Improved nanomed implants improved life spans by twenty percent over Fabrication Era levels, allowing those who received regeneration therapy to achieve life spans of over three hundred fifty years and extending the life spans of those with just continual nanomed monitoring a few decades beyond two hundred years.  Elder care evolved to incorporate less intrusive cybernetic assistance and effective end of life management that allowed full mental and mobility functions until the very last stages of life.


The need for human labor continued to decline during the Nano Era, limiting employment to fields that required judgment, empathy or creativity.  Most societies either devised educational programs to encourage these specialized traits in the population or developed into two class systems, with social mixing and advancement increasingly infrequent.  The potential to create improved Constructs with enhanced capacities often led to strict regulatory regimes, limiting such Construct's abilities, freedoms and/or reproductive capabilities and often resulting in outright bans on their creation.

Most productive individuals were employed either full-time, intermittently or part-time for often disjoint periods of a few decades, often engaging in multiple careers or semi-professional hobbies.  Most societal systems could afford to accommodate unproductive individuals with basic housing, utility, clothing, food and health services and a small allowance, contributing to a universal consumer society.  Long life spans and relative well-being normally led to low birth rates, creating demographically stable populations, often enforced by choices between access to regenerative life extension and continued birthing privileges.

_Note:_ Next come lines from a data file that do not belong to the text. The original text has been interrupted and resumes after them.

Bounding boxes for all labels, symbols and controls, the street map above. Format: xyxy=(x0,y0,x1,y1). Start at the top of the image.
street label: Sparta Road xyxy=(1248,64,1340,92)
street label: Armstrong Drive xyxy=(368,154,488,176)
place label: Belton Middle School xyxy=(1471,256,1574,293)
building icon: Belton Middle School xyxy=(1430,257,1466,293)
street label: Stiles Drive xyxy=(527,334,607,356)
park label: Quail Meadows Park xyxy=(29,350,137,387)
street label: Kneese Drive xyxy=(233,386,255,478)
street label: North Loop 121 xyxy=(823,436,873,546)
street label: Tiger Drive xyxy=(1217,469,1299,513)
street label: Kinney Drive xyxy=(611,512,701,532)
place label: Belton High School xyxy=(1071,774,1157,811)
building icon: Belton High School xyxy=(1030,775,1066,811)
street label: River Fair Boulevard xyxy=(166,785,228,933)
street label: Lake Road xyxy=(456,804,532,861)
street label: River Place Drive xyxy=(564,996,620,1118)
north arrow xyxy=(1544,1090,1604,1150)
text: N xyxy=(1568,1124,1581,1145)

Nano Era cultures could developed into true interplanetary societies with growing self-sustaining colonies on hostile and remote worlds.  Terraforming techniques became practical, allowing for the centuries-long transformation of worlds, though successful efforts still required a long-term planetary-scale commitment.  A Nano Era civilization required a population exceeding ten million to develop, but could remain stable over indefinite periods throughout a solar system.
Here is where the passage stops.